_WORK REQUIRED:_ Go through the material below, tally each line containing "Aranda", and write the tally alone.

_DATA PROVIDED:_

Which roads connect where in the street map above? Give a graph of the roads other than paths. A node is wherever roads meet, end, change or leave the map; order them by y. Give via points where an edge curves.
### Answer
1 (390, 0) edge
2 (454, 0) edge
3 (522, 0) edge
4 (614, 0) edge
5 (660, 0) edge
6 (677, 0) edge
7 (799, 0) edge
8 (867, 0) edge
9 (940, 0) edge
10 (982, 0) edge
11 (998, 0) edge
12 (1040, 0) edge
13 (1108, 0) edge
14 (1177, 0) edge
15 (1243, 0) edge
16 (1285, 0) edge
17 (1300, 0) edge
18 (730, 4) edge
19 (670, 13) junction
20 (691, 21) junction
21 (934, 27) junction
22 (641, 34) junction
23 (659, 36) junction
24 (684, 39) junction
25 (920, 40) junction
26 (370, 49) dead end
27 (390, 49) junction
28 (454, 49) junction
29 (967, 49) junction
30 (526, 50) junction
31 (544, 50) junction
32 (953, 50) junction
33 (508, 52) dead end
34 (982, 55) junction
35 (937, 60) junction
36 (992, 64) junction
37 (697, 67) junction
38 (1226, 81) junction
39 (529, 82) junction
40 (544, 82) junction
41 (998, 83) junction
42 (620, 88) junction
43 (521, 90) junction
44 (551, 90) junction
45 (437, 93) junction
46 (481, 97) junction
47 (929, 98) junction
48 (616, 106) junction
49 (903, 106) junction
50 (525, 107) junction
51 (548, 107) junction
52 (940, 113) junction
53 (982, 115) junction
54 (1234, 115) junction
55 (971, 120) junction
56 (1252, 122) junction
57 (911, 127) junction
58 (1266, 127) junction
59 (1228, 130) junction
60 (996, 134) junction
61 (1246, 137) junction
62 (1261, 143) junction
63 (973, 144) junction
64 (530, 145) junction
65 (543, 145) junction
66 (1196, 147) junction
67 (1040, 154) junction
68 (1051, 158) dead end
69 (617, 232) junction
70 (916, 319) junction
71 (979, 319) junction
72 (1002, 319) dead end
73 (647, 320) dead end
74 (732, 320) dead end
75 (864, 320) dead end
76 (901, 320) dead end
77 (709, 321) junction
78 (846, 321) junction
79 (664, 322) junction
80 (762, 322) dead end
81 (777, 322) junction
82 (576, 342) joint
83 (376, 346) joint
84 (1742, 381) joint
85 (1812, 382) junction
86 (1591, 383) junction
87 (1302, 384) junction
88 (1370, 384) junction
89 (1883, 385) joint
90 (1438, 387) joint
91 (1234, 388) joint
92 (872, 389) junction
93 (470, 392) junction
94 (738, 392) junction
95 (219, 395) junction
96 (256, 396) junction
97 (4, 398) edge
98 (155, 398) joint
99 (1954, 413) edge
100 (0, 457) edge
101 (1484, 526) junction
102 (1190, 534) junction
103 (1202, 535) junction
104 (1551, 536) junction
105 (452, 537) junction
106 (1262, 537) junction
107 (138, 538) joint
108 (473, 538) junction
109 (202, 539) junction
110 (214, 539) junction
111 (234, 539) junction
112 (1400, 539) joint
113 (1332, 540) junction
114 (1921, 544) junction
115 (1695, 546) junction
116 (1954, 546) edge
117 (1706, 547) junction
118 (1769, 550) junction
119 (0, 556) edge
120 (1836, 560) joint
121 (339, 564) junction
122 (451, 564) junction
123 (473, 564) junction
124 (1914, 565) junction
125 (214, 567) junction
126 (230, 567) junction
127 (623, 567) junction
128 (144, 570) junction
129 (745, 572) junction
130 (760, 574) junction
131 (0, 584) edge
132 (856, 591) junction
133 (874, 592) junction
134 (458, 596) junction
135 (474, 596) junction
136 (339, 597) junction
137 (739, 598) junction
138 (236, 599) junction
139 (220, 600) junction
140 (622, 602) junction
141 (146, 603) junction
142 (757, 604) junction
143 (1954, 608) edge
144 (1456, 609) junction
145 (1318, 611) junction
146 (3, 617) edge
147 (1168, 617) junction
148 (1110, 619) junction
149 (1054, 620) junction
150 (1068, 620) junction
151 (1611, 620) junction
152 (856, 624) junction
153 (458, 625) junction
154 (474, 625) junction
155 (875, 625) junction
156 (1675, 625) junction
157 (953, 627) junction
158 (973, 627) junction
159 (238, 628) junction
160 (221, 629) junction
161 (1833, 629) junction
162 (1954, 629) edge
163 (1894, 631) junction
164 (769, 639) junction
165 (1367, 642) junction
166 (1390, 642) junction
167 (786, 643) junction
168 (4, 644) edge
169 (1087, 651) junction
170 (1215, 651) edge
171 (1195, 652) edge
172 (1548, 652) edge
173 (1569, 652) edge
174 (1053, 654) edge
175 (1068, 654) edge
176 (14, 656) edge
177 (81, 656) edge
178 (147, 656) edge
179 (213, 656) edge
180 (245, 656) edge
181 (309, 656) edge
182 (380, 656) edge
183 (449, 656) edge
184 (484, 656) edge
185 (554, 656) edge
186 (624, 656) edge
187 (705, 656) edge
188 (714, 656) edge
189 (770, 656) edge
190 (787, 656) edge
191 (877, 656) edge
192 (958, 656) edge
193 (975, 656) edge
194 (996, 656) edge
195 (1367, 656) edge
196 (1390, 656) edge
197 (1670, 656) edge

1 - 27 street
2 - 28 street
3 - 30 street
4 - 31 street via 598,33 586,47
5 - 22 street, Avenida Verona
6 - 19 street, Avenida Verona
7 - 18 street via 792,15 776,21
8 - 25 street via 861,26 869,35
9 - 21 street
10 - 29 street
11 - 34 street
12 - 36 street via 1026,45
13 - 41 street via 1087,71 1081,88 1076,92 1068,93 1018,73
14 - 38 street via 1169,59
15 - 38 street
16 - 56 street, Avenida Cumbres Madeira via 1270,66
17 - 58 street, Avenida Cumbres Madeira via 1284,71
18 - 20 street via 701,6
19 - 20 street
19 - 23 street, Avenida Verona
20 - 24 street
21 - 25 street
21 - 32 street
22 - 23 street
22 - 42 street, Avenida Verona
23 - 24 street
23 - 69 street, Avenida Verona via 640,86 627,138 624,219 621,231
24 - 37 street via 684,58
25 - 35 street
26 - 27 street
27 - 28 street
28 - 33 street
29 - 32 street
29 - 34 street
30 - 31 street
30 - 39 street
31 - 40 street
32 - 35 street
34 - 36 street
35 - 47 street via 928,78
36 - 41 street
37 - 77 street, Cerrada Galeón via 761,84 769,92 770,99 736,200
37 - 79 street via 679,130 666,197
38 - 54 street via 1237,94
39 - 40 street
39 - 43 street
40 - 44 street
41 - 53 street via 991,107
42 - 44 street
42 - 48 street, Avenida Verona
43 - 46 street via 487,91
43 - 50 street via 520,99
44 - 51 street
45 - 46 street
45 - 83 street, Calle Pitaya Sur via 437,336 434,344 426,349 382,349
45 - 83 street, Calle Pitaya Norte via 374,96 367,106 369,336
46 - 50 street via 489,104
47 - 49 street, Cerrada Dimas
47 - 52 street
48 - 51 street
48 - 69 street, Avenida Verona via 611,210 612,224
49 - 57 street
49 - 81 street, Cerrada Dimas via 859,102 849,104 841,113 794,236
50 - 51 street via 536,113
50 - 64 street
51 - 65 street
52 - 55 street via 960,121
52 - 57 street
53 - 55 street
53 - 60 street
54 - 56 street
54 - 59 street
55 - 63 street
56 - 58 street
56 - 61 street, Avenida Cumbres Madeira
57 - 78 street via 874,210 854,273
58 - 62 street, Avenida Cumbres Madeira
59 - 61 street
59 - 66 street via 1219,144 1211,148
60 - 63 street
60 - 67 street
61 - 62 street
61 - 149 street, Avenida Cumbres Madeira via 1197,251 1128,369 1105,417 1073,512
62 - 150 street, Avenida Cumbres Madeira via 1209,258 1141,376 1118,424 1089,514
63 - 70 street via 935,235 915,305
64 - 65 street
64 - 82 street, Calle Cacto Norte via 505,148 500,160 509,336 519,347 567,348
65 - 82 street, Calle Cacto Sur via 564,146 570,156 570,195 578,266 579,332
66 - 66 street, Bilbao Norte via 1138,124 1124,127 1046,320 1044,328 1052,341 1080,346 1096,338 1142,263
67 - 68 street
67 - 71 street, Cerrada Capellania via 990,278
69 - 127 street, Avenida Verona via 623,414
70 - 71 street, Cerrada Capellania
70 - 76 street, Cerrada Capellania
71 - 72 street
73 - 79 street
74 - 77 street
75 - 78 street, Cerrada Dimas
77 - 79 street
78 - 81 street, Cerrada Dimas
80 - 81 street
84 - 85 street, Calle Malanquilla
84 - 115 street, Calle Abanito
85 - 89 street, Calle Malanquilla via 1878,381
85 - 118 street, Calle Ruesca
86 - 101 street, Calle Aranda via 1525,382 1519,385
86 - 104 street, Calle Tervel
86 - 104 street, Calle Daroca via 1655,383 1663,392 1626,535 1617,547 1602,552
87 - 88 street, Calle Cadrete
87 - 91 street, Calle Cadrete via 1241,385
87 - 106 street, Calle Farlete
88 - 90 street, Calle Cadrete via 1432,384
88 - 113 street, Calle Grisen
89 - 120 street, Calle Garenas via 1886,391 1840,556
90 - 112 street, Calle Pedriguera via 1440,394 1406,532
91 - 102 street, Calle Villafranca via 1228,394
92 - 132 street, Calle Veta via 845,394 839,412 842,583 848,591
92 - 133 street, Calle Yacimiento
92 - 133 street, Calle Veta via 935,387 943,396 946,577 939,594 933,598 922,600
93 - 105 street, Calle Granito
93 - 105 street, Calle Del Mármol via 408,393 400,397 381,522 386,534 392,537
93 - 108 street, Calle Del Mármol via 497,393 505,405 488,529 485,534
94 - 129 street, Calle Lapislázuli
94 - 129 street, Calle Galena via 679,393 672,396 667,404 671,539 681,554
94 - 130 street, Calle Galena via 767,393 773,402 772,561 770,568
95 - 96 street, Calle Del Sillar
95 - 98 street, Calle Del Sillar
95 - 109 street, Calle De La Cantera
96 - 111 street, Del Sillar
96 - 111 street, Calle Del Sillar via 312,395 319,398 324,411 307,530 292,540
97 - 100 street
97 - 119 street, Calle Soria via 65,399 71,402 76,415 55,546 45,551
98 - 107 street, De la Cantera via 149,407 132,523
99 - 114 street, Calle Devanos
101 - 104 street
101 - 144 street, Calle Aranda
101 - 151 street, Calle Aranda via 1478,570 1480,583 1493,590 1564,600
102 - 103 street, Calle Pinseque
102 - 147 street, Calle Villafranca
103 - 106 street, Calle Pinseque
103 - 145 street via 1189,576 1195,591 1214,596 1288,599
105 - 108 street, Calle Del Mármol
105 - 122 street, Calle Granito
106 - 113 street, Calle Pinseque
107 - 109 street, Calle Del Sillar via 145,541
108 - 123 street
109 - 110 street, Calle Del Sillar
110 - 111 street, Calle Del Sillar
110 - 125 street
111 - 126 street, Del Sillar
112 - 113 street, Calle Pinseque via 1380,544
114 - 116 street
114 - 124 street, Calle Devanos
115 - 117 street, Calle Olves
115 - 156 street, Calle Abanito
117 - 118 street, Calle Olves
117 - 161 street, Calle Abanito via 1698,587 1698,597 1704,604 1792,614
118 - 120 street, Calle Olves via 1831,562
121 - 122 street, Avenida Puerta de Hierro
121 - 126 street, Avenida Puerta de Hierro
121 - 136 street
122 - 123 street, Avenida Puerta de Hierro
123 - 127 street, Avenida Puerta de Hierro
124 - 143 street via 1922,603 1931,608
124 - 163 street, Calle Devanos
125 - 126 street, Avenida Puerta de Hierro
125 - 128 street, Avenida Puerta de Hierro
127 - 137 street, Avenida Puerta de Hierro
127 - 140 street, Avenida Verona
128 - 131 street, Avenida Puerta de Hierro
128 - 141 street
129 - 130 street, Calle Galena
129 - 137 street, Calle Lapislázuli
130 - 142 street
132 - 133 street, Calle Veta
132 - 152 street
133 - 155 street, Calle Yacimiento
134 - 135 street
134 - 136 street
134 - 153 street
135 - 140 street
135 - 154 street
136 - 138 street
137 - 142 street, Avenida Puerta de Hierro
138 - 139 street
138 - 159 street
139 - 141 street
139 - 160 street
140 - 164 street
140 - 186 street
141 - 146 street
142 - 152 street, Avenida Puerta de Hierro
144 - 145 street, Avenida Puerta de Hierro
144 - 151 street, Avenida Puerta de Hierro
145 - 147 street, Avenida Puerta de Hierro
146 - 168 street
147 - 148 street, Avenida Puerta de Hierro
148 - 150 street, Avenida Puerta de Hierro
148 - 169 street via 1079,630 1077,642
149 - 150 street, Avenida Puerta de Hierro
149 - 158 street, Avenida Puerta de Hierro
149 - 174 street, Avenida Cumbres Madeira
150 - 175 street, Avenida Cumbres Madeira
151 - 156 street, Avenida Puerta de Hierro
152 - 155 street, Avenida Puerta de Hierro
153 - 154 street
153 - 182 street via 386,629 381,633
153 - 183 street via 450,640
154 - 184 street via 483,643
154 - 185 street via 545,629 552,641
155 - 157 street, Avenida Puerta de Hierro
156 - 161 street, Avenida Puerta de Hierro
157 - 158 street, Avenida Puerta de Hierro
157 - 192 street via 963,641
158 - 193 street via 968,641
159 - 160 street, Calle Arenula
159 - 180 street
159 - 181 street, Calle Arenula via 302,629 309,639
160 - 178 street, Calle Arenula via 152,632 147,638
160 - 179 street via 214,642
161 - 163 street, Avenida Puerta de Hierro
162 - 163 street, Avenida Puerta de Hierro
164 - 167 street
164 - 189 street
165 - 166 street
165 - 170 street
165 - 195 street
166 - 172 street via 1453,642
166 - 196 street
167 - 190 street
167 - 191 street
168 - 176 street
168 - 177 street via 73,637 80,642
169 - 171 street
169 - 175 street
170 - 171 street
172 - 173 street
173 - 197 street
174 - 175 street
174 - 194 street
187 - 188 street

_FINISHED TASK:_ 3